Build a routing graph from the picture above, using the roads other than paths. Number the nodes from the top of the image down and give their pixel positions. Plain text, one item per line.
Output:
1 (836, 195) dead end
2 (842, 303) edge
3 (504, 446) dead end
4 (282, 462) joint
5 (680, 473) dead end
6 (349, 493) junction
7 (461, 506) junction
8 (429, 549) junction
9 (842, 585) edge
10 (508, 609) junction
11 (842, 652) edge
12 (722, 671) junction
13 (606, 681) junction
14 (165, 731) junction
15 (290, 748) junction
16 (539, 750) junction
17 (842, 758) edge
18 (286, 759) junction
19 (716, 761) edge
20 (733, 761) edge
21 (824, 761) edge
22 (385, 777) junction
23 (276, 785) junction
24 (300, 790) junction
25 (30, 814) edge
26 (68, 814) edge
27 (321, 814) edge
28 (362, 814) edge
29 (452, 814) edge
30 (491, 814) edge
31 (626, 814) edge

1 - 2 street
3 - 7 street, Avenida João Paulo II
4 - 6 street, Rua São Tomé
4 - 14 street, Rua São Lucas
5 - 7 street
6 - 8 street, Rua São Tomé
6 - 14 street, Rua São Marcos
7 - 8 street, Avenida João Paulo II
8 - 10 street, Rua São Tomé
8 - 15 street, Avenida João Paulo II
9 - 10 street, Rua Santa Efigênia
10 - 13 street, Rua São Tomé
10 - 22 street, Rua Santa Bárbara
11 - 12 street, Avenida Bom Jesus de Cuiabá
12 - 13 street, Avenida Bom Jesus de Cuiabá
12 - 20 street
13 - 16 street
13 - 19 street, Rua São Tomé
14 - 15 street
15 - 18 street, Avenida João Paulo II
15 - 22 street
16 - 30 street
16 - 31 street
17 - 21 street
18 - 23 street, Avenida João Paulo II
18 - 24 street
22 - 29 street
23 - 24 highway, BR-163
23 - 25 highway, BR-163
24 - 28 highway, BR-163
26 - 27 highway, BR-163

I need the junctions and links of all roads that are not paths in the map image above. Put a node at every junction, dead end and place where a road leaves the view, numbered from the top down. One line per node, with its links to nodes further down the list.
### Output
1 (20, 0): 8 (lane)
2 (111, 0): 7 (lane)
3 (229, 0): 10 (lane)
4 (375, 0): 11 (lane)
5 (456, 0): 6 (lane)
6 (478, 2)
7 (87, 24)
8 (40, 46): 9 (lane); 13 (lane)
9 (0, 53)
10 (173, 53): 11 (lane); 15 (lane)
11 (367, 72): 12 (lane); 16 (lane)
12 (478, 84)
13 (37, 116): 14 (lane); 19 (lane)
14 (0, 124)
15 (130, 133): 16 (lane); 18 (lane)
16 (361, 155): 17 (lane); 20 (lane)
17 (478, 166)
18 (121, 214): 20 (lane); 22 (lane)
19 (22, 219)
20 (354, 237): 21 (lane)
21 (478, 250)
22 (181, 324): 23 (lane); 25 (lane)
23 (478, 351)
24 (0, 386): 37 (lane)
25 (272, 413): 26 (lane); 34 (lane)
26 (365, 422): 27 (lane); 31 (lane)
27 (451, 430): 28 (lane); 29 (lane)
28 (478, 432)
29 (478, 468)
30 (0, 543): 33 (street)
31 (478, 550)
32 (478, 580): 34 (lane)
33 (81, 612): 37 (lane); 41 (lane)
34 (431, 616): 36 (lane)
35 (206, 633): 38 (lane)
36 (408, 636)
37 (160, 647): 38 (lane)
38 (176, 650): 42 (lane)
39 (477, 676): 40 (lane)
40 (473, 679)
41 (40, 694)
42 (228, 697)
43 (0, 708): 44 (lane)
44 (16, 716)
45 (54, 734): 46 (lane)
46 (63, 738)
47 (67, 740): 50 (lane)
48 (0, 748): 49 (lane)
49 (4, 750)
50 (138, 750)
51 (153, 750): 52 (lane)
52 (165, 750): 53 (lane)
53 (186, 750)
--
__What the task asks__: Taking the records from the top, repeat each line exactly until you have repeated the line that contains "I need the junctions".

__Exercise output__:
Build a routing graph from the picture above, using the roads other than paths. Number the nodes from the top of the image down and give their pixel positions. Plain text, one item per line.
Output:
1 (836, 195) dead end
2 (842, 303) edge
3 (504, 446) dead end
4 (282, 462) joint
5 (680, 473) dead end
6 (349, 493) junction
7 (461, 506) junction
8 (429, 549) junction
9 (842, 585) edge
10 (508, 609) junction
11 (842, 652) edge
12 (722, 671) junction
13 (606, 681) junction
14 (165, 731) junction
15 (290, 748) junction
16 (539, 750) junction
17 (842, 758) edge
18 (286, 759) junction
19 (716, 761) edge
20 (733, 761) edge
21 (824, 761) edge
22 (385, 777) junction
23 (276, 785) junction
24 (300, 790) junction
25 (30, 814) edge
26 (68, 814) edge
27 (321, 814) edge
28 (362, 814) edge
29 (452, 814) edge
30 (491, 814) edge
31 (626, 814) edge

1 - 2 street
3 - 7 street, Avenida João Paulo II
4 - 6 street, Rua São Tomé
4 - 14 street, Rua São Lucas
5 - 7 street
6 - 8 street, Rua São Tomé
6 - 14 street, Rua São Marcos
7 - 8 street, Avenida João Paulo II
8 - 10 street, Rua São Tomé
8 - 15 street, Avenida João Paulo II
9 - 10 street, Rua Santa Efigênia
10 - 13 street, Rua São Tomé
10 - 22 street, Rua Santa Bárbara
11 - 12 street, Avenida Bom Jesus de Cuiabá
12 - 13 street, Avenida Bom Jesus de Cuiabá
12 - 20 street
13 - 16 street
13 - 19 street, Rua São Tomé
14 - 15 street
15 - 18 street, Avenida João Paulo II
15 - 22 street
16 - 30 street
16 - 31 street
17 - 21 street
18 - 23 street, Avenida João Paulo II
18 - 24 street
22 - 29 street
23 - 24 highway, BR-163
23 - 25 highway, BR-163
24 - 28 highway, BR-163
26 - 27 highway, BR-163

I need the junctions and links of all roads that are not paths in the map image above. Put a node at every junction, dead end and place where a road leaves the view, numbered from the top down. One line per node, with its links to nodes further down the list.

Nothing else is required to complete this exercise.